Press the S1 switch on the PIC32MK GP Development Board to change the default sampling rate to one second.
Every subsequent press of the S1 switch on the PIC32MK GP Development Board changes the default sampling rate to two seconds, four seconds and 500 ms and back to one second in cyclic order as shown:
While the temperature sampling rate changes on every S1 switch press, notice the LED1 toggling at the same sampling rate.
Results
You observed that the application displayed the current room temperature values on the serial terminal every 500 milliseconds. You were able to change the temperature sampling values dynamically by pressing a user switch on the development kit. You could exercise sampling changes to one second, two seconds, four seconds, and cycle back to 500 milliseconds every time you pressed the user switch. You also observed that a user LED was toggled every time the current temperature is displayed on the serial terminal.
Analysis
You have successfully created your first application using MPLAB® Harmony v3 on the PIC32MK GP microcontroller.

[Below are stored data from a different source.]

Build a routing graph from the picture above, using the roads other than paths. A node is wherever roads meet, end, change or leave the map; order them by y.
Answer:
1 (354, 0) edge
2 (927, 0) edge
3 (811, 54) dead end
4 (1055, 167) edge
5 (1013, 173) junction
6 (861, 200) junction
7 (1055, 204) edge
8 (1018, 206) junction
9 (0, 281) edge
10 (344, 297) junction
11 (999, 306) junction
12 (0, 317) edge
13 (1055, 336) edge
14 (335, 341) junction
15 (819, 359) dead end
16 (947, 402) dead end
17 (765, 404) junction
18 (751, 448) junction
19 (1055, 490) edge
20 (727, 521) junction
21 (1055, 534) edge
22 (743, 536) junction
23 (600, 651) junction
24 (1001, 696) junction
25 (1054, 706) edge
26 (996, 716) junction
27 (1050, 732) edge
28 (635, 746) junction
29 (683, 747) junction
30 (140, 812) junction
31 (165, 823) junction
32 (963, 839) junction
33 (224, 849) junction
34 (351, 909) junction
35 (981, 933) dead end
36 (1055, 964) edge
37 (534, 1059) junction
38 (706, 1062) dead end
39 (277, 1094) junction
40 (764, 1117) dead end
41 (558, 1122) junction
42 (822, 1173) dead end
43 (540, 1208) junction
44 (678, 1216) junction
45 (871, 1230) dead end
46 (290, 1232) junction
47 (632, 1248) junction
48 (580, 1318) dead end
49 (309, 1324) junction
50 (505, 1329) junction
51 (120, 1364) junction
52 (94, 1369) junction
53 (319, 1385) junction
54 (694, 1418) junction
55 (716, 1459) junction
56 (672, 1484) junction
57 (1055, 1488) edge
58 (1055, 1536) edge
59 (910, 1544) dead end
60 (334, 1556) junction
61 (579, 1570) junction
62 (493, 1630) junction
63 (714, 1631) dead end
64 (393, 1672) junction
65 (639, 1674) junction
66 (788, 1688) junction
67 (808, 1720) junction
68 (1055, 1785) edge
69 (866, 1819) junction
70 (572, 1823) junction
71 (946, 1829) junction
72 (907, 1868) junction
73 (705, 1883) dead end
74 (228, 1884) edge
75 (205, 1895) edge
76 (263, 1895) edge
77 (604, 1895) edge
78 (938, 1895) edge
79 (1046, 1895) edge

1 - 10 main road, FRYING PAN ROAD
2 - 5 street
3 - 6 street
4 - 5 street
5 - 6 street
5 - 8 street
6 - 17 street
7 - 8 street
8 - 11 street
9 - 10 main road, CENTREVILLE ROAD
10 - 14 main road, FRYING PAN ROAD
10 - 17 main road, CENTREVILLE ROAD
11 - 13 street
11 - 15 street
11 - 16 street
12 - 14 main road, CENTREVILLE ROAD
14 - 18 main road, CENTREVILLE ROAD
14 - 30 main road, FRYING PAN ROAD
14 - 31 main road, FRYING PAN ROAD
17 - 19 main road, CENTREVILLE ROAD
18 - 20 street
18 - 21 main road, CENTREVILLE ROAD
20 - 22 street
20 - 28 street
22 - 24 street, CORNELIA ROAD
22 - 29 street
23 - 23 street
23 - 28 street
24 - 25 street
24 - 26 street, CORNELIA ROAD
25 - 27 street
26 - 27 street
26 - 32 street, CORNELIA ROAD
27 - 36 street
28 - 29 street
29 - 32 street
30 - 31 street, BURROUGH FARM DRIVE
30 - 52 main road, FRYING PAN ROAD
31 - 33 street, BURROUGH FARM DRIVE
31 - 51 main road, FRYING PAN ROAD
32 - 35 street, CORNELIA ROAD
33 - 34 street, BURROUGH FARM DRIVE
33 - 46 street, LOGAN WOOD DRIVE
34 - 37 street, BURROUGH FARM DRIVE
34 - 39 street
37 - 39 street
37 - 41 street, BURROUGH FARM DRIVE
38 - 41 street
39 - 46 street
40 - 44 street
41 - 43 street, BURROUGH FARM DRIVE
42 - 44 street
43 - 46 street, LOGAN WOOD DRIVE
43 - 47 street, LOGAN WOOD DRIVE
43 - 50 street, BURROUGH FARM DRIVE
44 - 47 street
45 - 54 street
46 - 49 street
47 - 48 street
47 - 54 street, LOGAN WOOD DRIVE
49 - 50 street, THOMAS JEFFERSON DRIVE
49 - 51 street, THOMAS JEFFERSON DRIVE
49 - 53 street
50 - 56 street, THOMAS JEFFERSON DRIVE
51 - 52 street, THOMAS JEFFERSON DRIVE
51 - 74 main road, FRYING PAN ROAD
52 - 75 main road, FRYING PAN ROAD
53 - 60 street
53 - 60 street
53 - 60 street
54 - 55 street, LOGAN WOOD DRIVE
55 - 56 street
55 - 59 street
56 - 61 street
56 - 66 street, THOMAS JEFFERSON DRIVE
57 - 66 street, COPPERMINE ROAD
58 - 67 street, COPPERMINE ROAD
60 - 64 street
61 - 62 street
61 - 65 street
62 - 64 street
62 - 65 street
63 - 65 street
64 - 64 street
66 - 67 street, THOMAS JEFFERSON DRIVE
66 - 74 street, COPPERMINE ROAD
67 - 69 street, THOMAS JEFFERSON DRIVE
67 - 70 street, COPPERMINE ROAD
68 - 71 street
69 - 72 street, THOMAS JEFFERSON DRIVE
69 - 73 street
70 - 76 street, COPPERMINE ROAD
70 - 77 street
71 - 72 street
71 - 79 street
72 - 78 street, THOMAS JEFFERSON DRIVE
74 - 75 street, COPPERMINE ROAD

Your application used all the fundamental elements that go into building a real-time application. Your application successfully read temperature sensor values and displayed them periodically over a serial terminal on a PC. The application also took user input by pressing a switch on the development board.
In this application, you used MPLAB® Harmony Configurator (MHC) to configure a PIC32MK GP device and to use the MPLAB Harmony v3 Framework. You used the clock configurator to set up the CPU clock and timer (Timer1) clock. You configured SPI6, UART6, TMR2, CORE TIMER, and GPIO peripheral libraries. You also configured Direct Memory Access (DMA) using the DMA configurator. You used the pin configurator to set up the pins for LED and switch functions.
Conclusions
This tutorial provided you training for configuring and using all the fundamental components needed to build a real-time application on a PIC32MK GP microcontroller with the MPLAB Harmony v3 Framework. As a next step, you may customize this application and reconfigure some of the components used in this tutorial. You could also add new components (PLIBs, etc) to enhance this application to realize your end application.